Output the line containing "Trace all roads", then every remaining line of the entries below, exactly as written and with no other text.
BEGIN Provided records
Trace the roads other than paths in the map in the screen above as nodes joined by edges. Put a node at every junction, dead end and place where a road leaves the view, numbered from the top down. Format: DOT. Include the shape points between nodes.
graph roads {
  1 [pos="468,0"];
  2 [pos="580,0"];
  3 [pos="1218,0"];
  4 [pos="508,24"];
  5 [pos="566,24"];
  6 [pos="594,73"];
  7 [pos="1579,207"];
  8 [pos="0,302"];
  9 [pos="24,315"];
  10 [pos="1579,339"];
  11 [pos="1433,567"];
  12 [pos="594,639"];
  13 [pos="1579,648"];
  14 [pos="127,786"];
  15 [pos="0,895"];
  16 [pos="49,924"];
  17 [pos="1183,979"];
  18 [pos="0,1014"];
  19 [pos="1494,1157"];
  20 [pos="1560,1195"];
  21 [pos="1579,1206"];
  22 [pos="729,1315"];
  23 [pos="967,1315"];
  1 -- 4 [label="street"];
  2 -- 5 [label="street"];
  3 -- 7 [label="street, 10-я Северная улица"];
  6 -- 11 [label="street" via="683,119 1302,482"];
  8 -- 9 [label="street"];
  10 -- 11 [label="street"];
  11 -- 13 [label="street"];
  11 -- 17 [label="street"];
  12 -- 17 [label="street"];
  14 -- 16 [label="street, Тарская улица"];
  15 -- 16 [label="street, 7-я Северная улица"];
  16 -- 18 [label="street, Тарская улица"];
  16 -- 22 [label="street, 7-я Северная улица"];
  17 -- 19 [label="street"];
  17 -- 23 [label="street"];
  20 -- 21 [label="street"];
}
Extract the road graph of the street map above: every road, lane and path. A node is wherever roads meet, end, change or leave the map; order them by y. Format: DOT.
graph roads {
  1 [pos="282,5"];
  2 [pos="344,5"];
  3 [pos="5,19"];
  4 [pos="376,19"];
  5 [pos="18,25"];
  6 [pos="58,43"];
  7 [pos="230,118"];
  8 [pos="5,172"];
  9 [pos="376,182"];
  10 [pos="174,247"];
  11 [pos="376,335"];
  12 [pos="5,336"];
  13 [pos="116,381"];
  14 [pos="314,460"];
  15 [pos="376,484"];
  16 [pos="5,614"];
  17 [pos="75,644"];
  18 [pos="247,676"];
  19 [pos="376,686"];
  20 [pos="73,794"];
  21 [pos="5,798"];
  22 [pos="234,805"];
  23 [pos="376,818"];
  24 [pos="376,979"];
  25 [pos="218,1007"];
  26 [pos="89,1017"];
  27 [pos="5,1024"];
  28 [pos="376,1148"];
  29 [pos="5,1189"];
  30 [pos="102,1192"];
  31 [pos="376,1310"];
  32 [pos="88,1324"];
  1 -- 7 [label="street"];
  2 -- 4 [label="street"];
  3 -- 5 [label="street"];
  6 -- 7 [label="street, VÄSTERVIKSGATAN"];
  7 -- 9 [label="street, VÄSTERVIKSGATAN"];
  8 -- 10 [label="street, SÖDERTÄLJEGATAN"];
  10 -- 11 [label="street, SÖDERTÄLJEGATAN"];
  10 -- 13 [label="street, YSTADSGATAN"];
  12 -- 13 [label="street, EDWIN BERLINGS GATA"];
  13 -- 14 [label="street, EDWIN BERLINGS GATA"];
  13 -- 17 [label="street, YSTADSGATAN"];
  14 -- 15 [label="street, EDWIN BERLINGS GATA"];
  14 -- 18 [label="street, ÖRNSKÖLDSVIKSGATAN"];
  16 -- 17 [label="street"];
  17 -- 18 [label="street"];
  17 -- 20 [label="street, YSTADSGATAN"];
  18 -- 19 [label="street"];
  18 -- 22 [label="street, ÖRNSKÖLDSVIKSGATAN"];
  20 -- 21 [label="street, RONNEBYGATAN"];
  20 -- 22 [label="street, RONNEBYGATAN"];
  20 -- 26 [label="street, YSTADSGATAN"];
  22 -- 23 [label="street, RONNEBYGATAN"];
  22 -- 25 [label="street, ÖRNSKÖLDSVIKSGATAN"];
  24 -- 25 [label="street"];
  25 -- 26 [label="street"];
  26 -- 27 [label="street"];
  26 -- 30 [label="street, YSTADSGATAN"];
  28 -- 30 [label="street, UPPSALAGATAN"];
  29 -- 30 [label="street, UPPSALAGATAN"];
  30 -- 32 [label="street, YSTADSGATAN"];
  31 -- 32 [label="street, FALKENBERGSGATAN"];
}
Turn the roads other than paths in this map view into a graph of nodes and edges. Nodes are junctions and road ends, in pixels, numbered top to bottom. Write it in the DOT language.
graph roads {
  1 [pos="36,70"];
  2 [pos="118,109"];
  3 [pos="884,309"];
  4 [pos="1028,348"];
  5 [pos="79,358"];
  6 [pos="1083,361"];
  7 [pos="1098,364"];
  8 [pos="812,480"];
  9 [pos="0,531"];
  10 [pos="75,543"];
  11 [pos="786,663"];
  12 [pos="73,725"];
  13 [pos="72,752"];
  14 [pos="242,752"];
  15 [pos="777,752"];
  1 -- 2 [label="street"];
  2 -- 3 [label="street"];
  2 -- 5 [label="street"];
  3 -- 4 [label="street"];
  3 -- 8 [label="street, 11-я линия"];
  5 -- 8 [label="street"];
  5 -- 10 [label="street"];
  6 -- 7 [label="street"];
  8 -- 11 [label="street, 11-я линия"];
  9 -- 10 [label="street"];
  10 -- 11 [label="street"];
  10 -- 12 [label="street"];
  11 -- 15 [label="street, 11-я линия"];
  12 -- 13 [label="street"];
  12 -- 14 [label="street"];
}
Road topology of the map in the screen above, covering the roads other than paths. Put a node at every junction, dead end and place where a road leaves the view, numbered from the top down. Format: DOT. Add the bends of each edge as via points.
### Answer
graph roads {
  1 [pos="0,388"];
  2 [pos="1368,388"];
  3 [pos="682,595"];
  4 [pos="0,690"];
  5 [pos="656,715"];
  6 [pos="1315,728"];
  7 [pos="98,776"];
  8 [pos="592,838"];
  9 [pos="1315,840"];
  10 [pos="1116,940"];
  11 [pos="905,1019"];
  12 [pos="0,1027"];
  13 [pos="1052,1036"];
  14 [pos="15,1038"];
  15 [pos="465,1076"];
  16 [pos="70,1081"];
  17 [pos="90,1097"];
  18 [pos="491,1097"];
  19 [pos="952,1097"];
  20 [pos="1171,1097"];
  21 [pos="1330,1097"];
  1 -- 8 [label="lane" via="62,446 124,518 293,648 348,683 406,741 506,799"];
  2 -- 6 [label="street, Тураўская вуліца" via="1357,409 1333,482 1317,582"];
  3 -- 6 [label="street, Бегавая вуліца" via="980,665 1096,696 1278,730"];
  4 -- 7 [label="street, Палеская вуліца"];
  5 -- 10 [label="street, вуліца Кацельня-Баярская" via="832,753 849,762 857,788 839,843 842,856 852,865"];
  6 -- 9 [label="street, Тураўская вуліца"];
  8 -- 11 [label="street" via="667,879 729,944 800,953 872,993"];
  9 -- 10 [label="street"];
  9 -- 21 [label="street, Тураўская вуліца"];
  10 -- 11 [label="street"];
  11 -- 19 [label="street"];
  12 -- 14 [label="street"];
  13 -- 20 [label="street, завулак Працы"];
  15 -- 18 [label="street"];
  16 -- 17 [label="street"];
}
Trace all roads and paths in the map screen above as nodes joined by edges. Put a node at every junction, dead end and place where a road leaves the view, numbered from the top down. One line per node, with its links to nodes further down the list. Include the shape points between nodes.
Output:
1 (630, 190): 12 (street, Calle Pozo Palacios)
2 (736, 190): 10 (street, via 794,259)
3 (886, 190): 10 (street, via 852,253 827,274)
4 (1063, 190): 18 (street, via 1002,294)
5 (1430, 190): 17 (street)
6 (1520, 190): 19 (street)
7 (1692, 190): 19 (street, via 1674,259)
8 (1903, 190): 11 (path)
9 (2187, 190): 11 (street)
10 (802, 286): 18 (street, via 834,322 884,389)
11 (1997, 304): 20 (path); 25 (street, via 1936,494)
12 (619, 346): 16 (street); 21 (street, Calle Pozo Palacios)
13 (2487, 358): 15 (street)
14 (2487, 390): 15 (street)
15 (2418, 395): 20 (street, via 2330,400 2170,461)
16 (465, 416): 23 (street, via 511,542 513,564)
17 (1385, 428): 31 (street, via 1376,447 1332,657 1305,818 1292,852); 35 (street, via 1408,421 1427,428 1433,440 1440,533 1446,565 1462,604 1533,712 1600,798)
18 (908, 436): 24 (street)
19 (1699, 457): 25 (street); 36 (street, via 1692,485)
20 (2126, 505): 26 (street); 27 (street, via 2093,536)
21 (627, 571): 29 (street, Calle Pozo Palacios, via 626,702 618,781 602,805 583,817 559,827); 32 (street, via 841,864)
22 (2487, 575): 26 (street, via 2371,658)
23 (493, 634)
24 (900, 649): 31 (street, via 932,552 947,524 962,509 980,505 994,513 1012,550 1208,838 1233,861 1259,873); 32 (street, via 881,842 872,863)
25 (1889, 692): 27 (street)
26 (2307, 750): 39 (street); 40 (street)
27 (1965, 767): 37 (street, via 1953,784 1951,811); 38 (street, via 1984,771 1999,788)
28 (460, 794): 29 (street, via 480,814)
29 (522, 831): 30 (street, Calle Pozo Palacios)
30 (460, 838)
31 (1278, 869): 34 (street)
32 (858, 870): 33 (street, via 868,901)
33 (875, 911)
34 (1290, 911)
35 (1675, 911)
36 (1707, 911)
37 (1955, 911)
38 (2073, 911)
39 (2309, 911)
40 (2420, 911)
END Provided records
Your response:
Trace all roads and paths in the map screen above as nodes joined by edges. Put a node at every junction, dead end and place where a road leaves the view, numbered from the top down. One line per node, with its links to nodes further down the list. Include the shape points between nodes.
Output:
1 (630, 190): 12 (street, Calle Pozo Palacios)
2 (736, 190): 10 (street, via 794,259)
3 (886, 190): 10 (street, via 852,253 827,274)
4 (1063, 190): 18 (street, via 1002,294)
5 (1430, 190): 17 (street)
6 (1520, 190): 19 (street)
7 (1692, 190): 19 (street, via 1674,259)
8 (1903, 190): 11 (path)
9 (2187, 190): 11 (street)
10 (802, 286): 18 (street, via 834,322 884,389)
11 (1997, 304): 20 (path); 25 (street, via 1936,494)
12 (619, 346): 16 (street); 21 (street, Calle Pozo Palacios)
13 (2487, 358): 15 (street)
14 (2487, 390): 15 (street)
15 (2418, 395): 20 (street, via 2330,400 2170,461)
16 (465, 416): 23 (street, via 511,542 513,564)
17 (1385, 428): 31 (street, via 1376,447 1332,657 1305,818 1292,852); 35 (street, via 1408,421 1427,428 1433,440 1440,533 1446,565 1462,604 1533,712 1600,798)
18 (908, 436): 24 (street)
19 (1699, 457): 25 (street); 36 (street, via 1692,485)
20 (2126, 505): 26 (street); 27 (street, via 2093,536)
21 (627, 571): 29 (street, Calle Pozo Palacios, via 626,702 618,781 602,805 583,817 559,827); 32 (street, via 841,864)
22 (2487, 575): 26 (street, via 2371,658)
23 (493, 634)
24 (900, 649): 31 (street, via 932,552 947,524 962,509 980,505 994,513 1012,550 1208,838 1233,861 1259,873); 32 (street, via 881,842 872,863)
25 (1889, 692): 27 (street)
26 (2307, 750): 39 (street); 40 (street)
27 (1965, 767): 37 (street, via 1953,784 1951,811); 38 (street, via 1984,771 1999,788)
28 (460, 794): 29 (street, via 480,814)
29 (522, 831): 30 (street, Calle Pozo Palacios)
30 (460, 838)
31 (1278, 869): 34 (street)
32 (858, 870): 33 (street, via 868,901)
33 (875, 911)
34 (1290, 911)
35 (1675, 911)
36 (1707, 911)
37 (1955, 911)
38 (2073, 911)
39 (2309, 911)
40 (2420, 911)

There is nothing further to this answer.